3ème thème : la souveraineté alimentaire. Cela ne peut se résoudre par une autarcie et un repli sur soi. Néanmoins, il faut s’assurer d’avoir les stocks et une capacité de production suffisant lors d’une crise majeure. Et cette question doit être posé à l’échelon des continents, tant en Europe qu’en Afrique. La question de l’alimentation animale est également posée, en devant regagner de l’indépendance vis-à-vis des importations comme le soja, dont la production pose de graves questions environnementales. La souveraineté alimentaire doit aussi être solidaire et durable, respectueuse de l’environnement. En particulier on doit aussi aider l’Afrique à obtenir sa souveraineté alimentaire, durable et solidaire.

S. Abyss : La souveraineté signifie pour un pays d’avoir la capacité à organiser sur son territoire avec toutes les parties prenantes la sécurité alimentaire, en période ordinaire et aussi extraordinaire. Cela signifie de préserver le système de production, avec le renouvellement des générations.
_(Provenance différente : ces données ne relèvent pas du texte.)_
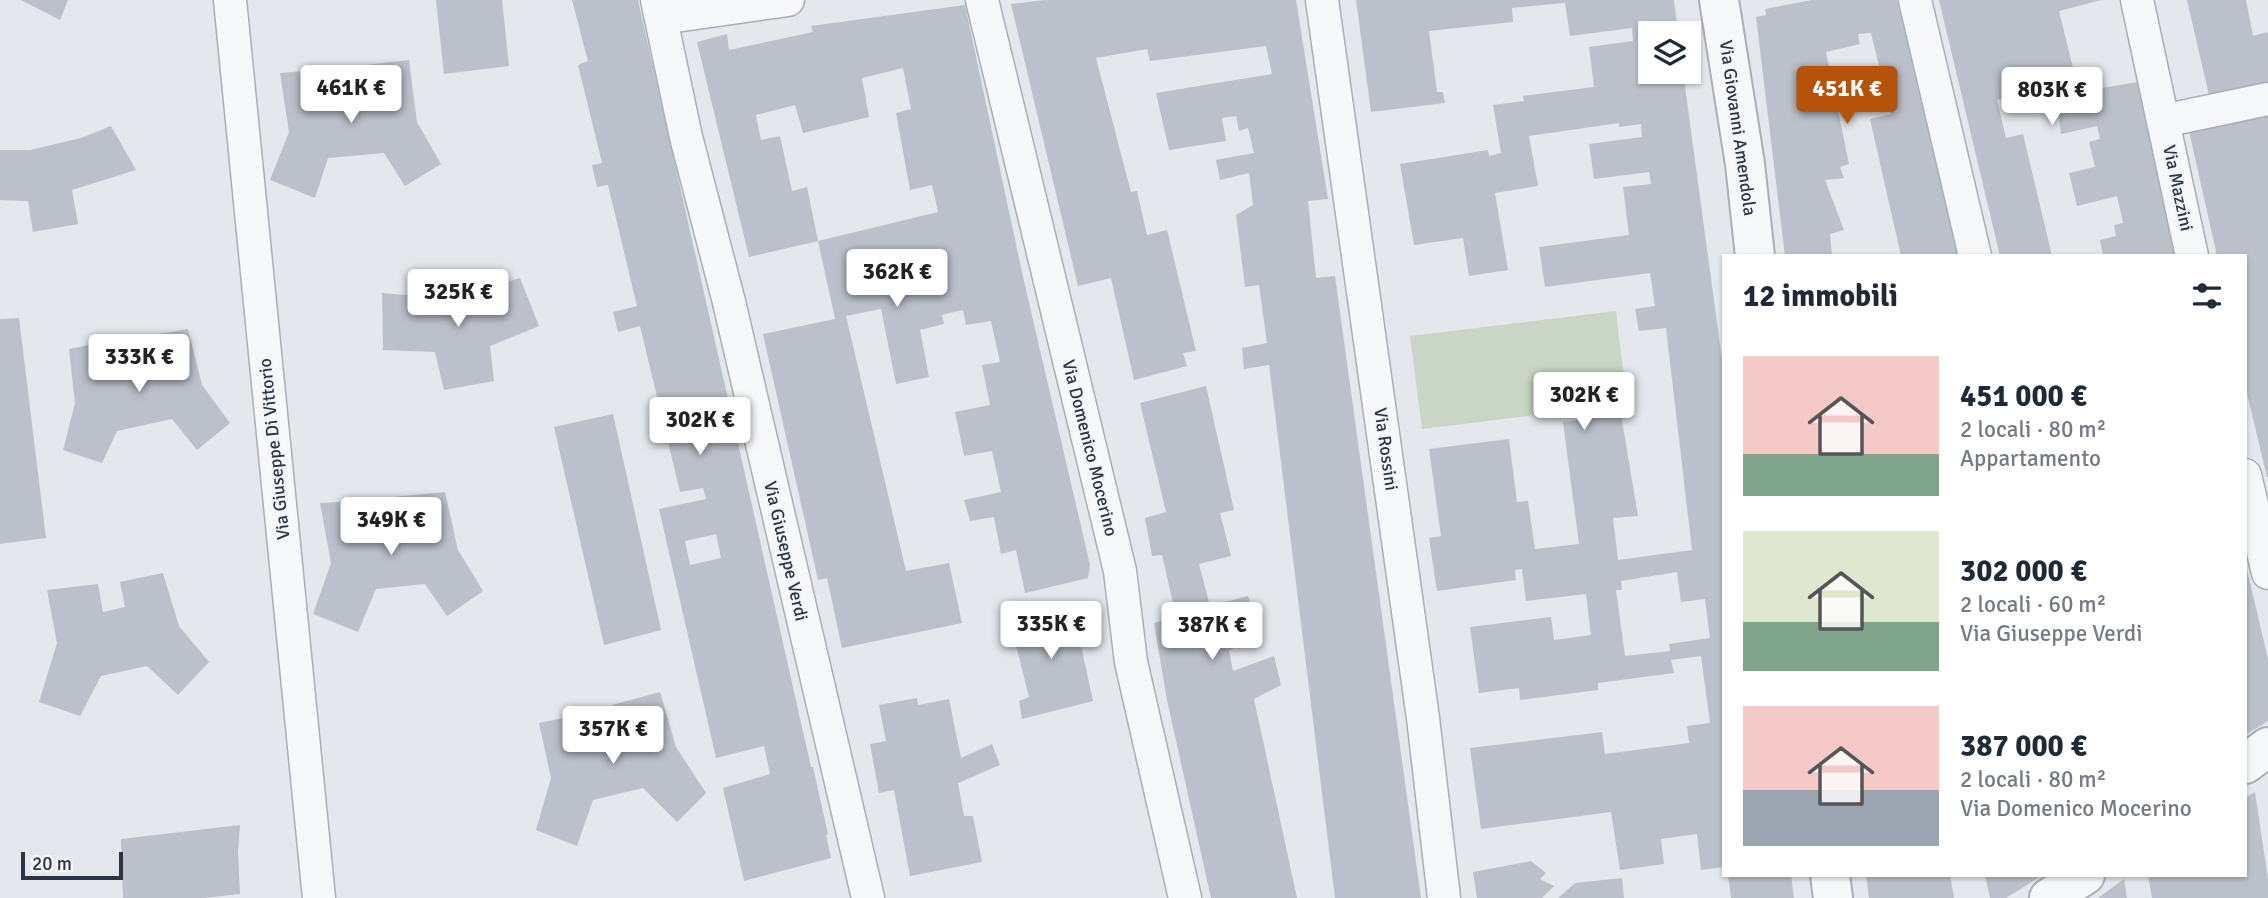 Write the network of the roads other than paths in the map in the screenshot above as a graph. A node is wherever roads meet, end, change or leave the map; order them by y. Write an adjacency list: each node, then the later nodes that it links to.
1 (230, 0): 19 (street, Via Giuseppe Di Vittorio)
2 (788, 0): 8 (street)
3 (982, 0): 21 (street, Via Domenico Mocerino)
4 (1322, 0): 22 (street, Via Rossini)
5 (1719, 0): 11 (street, Via Giovanni Amendola)
6 (1915, 0): 12 (street)
7 (2137, 0): 10 (street, Via Mazzini)
8 (659, 9): 20 (street, Via Giuseppe Verdi)
9 (2268, 99): 10 (street, Via Mazzini)
10 (2163, 121): 13 (street, Via Mazzini)
11 (1755, 254)
12 (1975, 254)
13 (2192, 254)
14 (2247, 484): 15 (street)
15 (2268, 573)
16 (2268, 747): 17 (street)
17 (2247, 763)
18 (1830, 877): 23 (street)
19 (319, 898)
20 (868, 898)
21 (1185, 898)
22 (1444, 898)
23 (1833, 898) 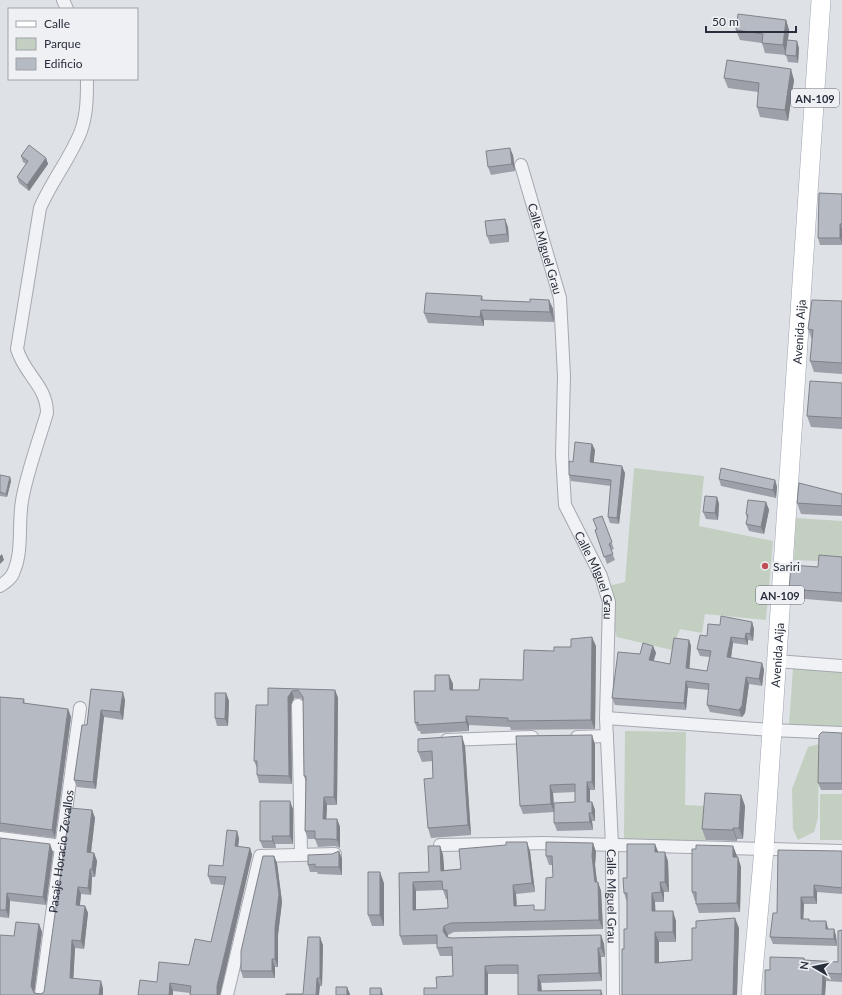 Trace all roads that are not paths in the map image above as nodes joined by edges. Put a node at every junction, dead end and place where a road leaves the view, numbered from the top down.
1 (821, 0) edge
2 (87, 80) edge
3 (521, 165) dead end
4 (0, 586) edge
5 (776, 661) junction
6 (842, 666) edge
7 (298, 705) dead end
8 (80, 708) dead end
9 (606, 718) junction
10 (771, 730) junction
11 (842, 733) edge
12 (607, 736) junction
13 (546, 737) edge
14 (562, 737) edge
15 (435, 740) edge
16 (0, 838) edge
17 (440, 845) edge
18 (612, 845) junction
19 (62, 846) junction
20 (764, 849) junction
21 (842, 851) edge
22 (301, 854) junction
23 (336, 854) edge
24 (41, 995) edge
25 (227, 995) edge
26 (613, 995) edge
27 (751, 995) edge

1 - 5 main road, Avenida Aija / AN-109
2 - 4 street
3 - 9 street, Calle MIguel Grau
5 - 6 street
5 - 10 main road, Avenida Aija / AN-109
7 - 22 street
8 - 19 street, Pasaje Horacio Zevallos
9 - 10 street
9 - 12 street, Calle MIguel Grau
10 - 11 street
10 - 20 main road, Avenida Aija / AN-109
12 - 14 street
12 - 18 street, Calle MIguel Grau
13 - 15 street
16 - 19 street
17 - 18 street
18 - 20 street
18 - 26 street, Calle MIguel Grau
19 - 24 street, Pasaje Horacio Zevallos
20 - 21 street
20 - 27 main road, Avenida Aija / AN-109
22 - 23 street
22 - 25 street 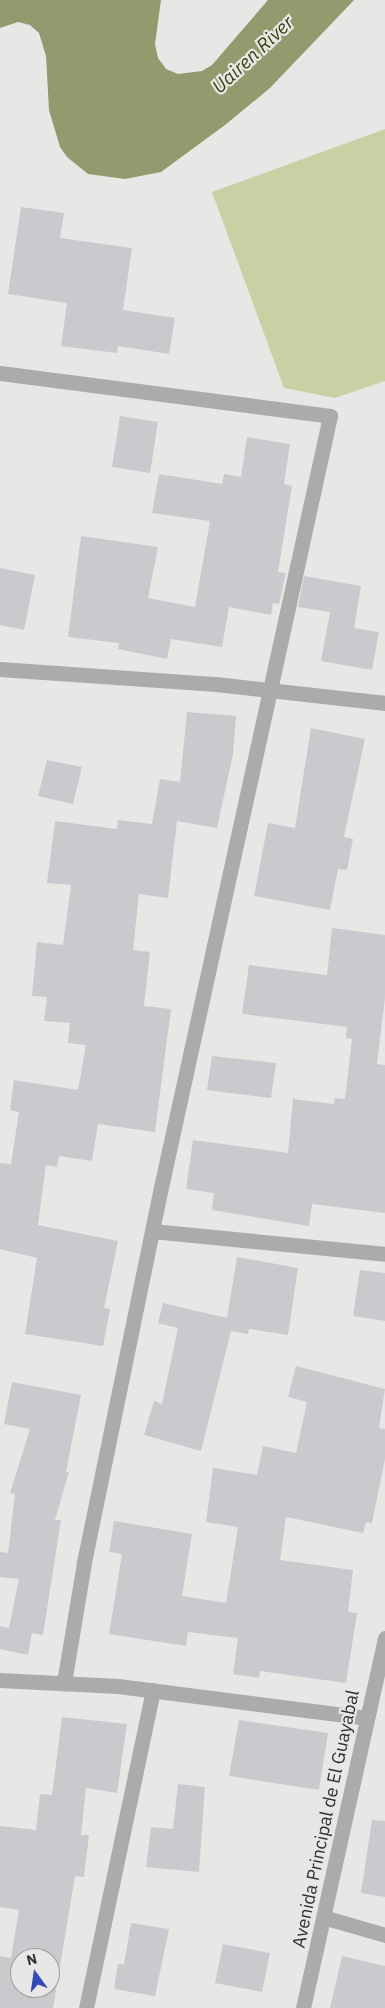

La souveraineté doit aussi se concevoir à l’échelon européenne (voir la stratégie de la ferme à la fourchette qui était présentée hier à Bruxelles). La souveraineté doit aussi être solidaire à l’international. L’écosystème national, les filières, l’enseignement agronomique, la recherche, doit savoir se mobiliser pour promouvoir à l’international le modèle français de production, de recherche-développement au service de la production. En aucun cas, la souveraineté n’est un repli soi.
https://www.lopinion.fr/edition/economie/covid-19-va-t-il-faire-derailler-chaines-alimentaires-mondiales-215365

Quelques idées fortes pour l’avenir :
On ne peut pas découper les sujets : adaptation aux changements climatiques, sécurité alimentaire en quantité et qualité, transition énergétique, biodiversité, revenu des agriculteurs.
Il y a des pistes de solution. Il est possible de promouvoir un système agricole et alimentaire, durable, respectueux de l’environnement et solidaire.
Le plus grand danger du post covid est le repli nationaliste. On a plus que jamais besoin de coopération, de multilatéralisme, d’échanges au niveau planétaire tout en s’assurant, chacun à son niveau de la sécurité alimentaire.